As it is discharged through the fluid pump 14, the turning volume of fluid 18 will spiral up the inside of the discharge housing 50 into the main tubular section 52 of the discharge tube assembly 12. This spinning will clean the interior wall 64a of the discharge housing 50 as well as the interior wall of the main tubular section 52. This spinning fluid 18 will also spin the discharge poppet 62 and help to clean it. The spinning discharge poppet 62 will also position itself in the center of the vortex of spinning fluid, which provides for even better sensor feedback. The rotating fluid column then spirals toward the curved vanes 82 of the DSI fitting 51, which essentially act as a second plurality of flow turning vanes. The curved vanes 82 reinforce or amplify the rotation (i.e., swirling motion) of the fluid 18 while expanding the fluid across the entire cross section of the main tubular section 52 of the discharge tube assembly 12. The strong swirling action imparted to the fluid 18 washes the inside walls of the main tubular section 52 through the entire length of the main tubular section 52.

It will also be appreciated that the angled surfaces 72a of the arcuate flow turning vanes 72 help to limit the amount of debris which will attempt to collect in (or on) the discharge housing 50 by increasing the rotating fluid flow velocity thru this rejoin. Adjacent ones of the arcuate flow turning vanes 72, as well as adjacent ones of the curved vanes 82, are also preferably spaced to allow at least three large particles to pass between adjacent pairs of arcuate flow turning vanes 72, as well as between adjacent pairs of curved vanes 82, without plugging. Such a spacing involves a separation of preferably at least about 0.375 inch, as denoted by arrows 84 in FIG. 4, although it will be appreciated that this separation may vary somewhat depending on the diameter of the inlet port 70 as well as the inlet screen 14a aperture diameter. A similar separation may be employed between the radially inward most portions of adjacent ones of the curved vanes 82. A height of each of the flow turning vanes, as indicated by arrows 85 in FIG. 4, may also vary considerably, but in one preferred form is about 0.250-0.500 inch.
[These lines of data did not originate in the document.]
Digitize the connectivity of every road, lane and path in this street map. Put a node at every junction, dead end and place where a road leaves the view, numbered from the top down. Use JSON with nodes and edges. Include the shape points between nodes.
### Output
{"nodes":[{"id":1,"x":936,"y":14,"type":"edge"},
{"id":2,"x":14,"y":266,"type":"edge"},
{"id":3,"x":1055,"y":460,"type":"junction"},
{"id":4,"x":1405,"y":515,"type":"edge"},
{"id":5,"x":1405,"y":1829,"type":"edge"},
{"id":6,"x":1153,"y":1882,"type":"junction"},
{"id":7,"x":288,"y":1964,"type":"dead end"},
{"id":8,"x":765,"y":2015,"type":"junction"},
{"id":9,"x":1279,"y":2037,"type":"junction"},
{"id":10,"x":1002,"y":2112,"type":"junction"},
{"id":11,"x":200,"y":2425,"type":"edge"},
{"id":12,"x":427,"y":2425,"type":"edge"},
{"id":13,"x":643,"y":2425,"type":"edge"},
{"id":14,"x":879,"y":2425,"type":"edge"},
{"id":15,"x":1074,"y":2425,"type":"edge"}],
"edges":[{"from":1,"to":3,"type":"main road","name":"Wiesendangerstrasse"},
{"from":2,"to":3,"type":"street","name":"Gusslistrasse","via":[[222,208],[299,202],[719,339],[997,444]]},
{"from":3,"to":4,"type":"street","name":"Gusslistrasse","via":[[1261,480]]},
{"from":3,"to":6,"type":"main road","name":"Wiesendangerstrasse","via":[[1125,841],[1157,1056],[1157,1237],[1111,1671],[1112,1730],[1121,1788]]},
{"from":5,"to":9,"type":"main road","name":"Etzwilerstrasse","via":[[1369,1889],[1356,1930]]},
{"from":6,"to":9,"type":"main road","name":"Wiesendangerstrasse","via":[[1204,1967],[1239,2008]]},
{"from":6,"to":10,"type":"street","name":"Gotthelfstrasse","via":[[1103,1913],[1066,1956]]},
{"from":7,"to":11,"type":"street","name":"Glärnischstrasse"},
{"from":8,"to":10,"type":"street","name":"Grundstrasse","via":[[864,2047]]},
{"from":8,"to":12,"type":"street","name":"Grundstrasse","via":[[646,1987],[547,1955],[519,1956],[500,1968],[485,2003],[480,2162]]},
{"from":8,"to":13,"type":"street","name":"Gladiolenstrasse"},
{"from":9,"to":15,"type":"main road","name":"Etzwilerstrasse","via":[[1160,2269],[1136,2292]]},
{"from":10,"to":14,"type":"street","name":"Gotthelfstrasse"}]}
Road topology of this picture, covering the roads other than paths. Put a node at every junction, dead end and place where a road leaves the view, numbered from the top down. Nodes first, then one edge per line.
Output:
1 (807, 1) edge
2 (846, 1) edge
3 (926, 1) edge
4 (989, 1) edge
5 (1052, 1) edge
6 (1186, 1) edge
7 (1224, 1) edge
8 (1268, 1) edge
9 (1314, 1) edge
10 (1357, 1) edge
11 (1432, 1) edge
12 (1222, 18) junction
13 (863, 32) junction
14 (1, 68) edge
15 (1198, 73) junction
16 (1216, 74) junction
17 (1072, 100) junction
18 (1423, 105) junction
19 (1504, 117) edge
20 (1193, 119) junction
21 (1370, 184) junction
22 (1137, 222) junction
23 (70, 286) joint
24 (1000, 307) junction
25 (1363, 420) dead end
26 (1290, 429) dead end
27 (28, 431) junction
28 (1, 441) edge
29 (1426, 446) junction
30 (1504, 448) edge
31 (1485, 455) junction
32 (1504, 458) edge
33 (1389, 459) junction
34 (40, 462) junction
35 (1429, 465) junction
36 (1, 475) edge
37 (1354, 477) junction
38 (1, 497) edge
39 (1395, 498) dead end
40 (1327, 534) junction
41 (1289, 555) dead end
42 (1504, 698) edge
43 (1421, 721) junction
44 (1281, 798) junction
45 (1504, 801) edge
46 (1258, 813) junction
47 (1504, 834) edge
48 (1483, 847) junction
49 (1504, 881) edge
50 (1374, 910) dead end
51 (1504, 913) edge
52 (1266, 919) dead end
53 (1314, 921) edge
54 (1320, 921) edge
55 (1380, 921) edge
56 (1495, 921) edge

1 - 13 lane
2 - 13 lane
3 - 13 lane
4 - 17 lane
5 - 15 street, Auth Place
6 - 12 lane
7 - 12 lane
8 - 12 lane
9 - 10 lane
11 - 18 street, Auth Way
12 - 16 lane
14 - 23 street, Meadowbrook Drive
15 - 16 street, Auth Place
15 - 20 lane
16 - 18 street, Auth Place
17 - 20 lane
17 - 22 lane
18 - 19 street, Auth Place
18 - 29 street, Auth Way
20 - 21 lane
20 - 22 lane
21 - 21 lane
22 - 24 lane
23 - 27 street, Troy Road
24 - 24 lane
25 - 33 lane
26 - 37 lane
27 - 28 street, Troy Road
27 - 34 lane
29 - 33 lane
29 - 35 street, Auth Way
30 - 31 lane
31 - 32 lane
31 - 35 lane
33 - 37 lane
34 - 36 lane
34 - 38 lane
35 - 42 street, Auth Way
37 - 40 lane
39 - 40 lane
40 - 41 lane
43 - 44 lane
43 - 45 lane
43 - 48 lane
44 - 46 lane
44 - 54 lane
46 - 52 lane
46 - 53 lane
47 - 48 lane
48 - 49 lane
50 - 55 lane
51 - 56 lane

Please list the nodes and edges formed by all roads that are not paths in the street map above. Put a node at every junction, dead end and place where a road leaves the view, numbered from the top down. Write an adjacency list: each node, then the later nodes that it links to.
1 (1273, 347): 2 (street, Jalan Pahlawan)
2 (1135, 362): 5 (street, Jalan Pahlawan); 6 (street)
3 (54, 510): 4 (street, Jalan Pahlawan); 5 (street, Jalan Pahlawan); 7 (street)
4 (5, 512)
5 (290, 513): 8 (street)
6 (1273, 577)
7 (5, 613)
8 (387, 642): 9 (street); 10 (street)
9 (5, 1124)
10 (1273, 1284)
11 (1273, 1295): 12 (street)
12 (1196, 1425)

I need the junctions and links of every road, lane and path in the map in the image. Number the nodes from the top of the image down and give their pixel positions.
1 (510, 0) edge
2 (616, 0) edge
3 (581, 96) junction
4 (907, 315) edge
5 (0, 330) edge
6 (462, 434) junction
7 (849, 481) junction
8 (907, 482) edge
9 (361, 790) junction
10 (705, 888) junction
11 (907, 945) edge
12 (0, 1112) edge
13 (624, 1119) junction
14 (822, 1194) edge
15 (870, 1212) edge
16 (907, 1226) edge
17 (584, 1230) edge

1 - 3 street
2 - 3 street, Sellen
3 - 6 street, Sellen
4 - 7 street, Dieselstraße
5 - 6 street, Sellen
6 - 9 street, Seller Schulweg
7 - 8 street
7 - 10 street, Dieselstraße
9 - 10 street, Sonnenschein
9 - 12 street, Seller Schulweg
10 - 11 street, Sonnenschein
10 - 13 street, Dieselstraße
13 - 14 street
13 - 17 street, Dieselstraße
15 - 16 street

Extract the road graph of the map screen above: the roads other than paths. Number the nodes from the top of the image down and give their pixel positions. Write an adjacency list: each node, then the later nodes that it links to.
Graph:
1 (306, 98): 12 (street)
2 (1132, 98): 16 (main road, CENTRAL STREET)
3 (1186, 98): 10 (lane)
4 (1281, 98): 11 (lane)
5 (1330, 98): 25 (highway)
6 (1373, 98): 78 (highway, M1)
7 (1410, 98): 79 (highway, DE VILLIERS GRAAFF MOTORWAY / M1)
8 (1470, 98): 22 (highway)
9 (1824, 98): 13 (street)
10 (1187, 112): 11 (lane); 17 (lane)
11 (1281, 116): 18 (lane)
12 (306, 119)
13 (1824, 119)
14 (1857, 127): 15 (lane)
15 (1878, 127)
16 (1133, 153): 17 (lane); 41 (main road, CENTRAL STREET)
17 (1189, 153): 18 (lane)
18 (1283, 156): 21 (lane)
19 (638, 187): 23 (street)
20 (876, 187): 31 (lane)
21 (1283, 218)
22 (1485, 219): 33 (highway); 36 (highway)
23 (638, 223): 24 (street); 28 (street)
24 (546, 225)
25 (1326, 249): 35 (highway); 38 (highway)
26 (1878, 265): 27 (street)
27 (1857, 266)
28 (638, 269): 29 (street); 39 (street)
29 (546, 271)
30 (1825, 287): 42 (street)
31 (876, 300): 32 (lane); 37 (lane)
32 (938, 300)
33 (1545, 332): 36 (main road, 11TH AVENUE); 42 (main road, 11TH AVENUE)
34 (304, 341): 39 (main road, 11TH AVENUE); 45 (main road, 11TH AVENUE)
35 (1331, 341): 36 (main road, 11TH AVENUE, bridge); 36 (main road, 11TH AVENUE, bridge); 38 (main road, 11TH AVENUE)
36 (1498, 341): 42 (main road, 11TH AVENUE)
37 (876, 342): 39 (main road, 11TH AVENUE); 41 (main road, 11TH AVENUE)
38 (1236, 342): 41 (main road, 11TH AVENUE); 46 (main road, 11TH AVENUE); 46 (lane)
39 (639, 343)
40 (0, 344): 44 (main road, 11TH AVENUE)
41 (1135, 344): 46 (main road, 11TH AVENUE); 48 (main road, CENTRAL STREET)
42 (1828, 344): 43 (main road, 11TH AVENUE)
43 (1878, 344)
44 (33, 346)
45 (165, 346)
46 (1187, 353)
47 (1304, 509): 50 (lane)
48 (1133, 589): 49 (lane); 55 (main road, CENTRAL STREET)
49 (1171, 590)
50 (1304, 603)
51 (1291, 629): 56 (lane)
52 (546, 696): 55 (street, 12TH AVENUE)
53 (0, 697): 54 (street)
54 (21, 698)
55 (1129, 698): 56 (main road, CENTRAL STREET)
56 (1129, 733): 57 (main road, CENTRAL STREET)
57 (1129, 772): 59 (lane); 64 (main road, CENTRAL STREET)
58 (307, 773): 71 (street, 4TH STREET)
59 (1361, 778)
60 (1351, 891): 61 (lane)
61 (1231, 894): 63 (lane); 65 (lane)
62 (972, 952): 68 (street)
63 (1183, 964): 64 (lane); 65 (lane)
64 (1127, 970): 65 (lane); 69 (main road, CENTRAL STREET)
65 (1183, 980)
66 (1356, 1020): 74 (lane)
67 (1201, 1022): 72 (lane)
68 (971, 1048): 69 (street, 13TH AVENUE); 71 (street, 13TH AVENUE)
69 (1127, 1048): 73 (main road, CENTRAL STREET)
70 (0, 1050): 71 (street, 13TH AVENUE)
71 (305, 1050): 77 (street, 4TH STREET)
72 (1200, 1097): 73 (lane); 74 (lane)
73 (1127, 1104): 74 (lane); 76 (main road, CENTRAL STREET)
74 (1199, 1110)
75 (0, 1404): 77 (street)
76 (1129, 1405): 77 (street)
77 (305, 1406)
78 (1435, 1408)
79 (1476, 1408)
Likewise, a similar height may be employed with the curved vanes 82. However, it will be appreciated that the height and spacing of the flow turning vanes 72 and the curved vanes 82 need not be identical.

The rotating fluid column created by the discharge tube assembly 12 cleans the inside wall portions of the discharge tube assembly 12 on each pump ejection cycle. The benefit is a self-cleaning of the pump discharge tube assembly 12 internal surfaces, which reduces the frequency of cleaning and operation of the pump 14. Optionally, the pumping media (e.g., compressed air) may also contain small particles of sand or silt. These particles can act like a small sand blaster. The spiraling particles may even further help to slowly clean and polish all the interior surfaces of the discharge tube assembly 12 as they collide with the surface during an ejection cycle of the fluid pump 14. This self-cleaning is expected to significantly extend the time interval for service due to a plugged outlet. Plugged outlets are caused by a collection of particles which bridge across the inlet port 70 of the discharge housing 50. The self-cleaning also extends the time interval for servicing the discharge poppet 62 because of the cleaning process on each pump ejection cycle.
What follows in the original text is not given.